The goodness of the God of this universe is not obvious to us. But we believe that this judgment, that ultimate reality is good, gives the most satisfactory interpretation of the whole of our experience, despite contrary appearances.

"God" means the ultimate reality, and God is good. We are apt to think of His goodness moralistically, almost exclusively as goodwill in action, doing the right thing, combining justice, mercy, wisdom and love. There is another aspect of His goodness, however, which is well recognized in our authoritative formularies, but is scarcely ever brought forward in our popular religion: God is good, also, in the sense of being the altogether desirable. The Psalter (42) and the Hymnal (313), the Prayer Book (Collect for Epiphany) and the Westminster Catechism (first question), speak in terms of "thirsting" after God (even the "great King of Kings"), and "enjoying" Him forever. This means that God (among the various relations, in which we stand to Him) is the sum and climax and perfection of all that is desirable.

But is God enjoyable? The wording, perhaps, is not perfectly suited to our present usage. It was a little bit surprising to hear someone say once: "I enjoyed your friend so much!" But clearly any such enjoying could not be like enjoying a thing, certainly could not have the note of appropriation, or consuming, or using as a means, but always moves more and more in the direction of appreciation, in contemplation and self-forgetful loving union. So God is at the apex of our desiring, our seeking, and our enjoying; all the little desires and satisfactions that we have now are, if not disordered (but it is a big if!), on the way to the "fruition" of the glorious Godhead. They may be harmful if we give ourselves up to the enjoyment of them-in comparison with them, God is the only good. But in their place they lead us on; they are God's leading of us on to the attainment of our end, "to glorify God and enjoy Him forever," here in this world and forever in heaven.



CERTAINLY the fundamental truth of things is not obvious. We can see and measure the appearance of things; but the forces that come together in them, the making of them, the meaning of them, the reasons why they came to be; these fundamental things are not obvious to us. If they were, we should not need to study about them so much, to get as far as we do towards understanding. Now when we say that the name of God stands to us for the most fundamental reality of all things, the ground of their existence, the beginning and end of their whole process, and the one Being who, if we could understand Him, would be the explanation of them all, we would say likewise that God is not obvious to us.
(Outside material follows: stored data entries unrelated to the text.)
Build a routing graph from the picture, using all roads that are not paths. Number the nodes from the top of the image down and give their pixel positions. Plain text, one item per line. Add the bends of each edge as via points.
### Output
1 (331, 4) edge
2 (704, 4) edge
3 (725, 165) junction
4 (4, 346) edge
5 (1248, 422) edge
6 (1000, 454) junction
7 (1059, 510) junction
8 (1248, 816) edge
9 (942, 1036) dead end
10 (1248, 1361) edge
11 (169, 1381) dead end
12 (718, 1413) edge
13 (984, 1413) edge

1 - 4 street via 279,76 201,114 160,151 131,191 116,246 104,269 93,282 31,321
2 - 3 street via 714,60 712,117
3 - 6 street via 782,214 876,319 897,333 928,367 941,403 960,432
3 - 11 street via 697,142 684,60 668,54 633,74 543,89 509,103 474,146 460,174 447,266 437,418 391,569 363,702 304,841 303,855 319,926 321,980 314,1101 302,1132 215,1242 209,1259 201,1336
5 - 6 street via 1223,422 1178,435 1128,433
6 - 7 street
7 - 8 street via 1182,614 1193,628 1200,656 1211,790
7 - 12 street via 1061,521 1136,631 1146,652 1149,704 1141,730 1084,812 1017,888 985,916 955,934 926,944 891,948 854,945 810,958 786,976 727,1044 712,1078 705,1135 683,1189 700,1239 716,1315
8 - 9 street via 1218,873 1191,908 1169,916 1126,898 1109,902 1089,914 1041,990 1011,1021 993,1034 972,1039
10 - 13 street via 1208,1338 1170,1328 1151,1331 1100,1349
Yet this same idea of God as the most fundamental reality of all things, or as we say more familiarly, the idea of God as the Creator of all things, certainly suggests some sort of likeness between them and God. In homely speech we say that any maker is known more or less through his work. What anyone does is a manifestation of what he is; it is never a perfect manifestation, but it goes some way toward revealing the doer. The excellence of the things made reveal the maker more adequately than its imperfections do. The imperfections indicate that, in them, the mind of the maker did not express itself fully and completely, all at once. Some excellent things, it seems, have to be made slowly; a human being, for instance, takes times to perfect; and in the meantime imperfection shows a lack of completeness in the work, and thereby fails to show the perfection of the mind at work in it.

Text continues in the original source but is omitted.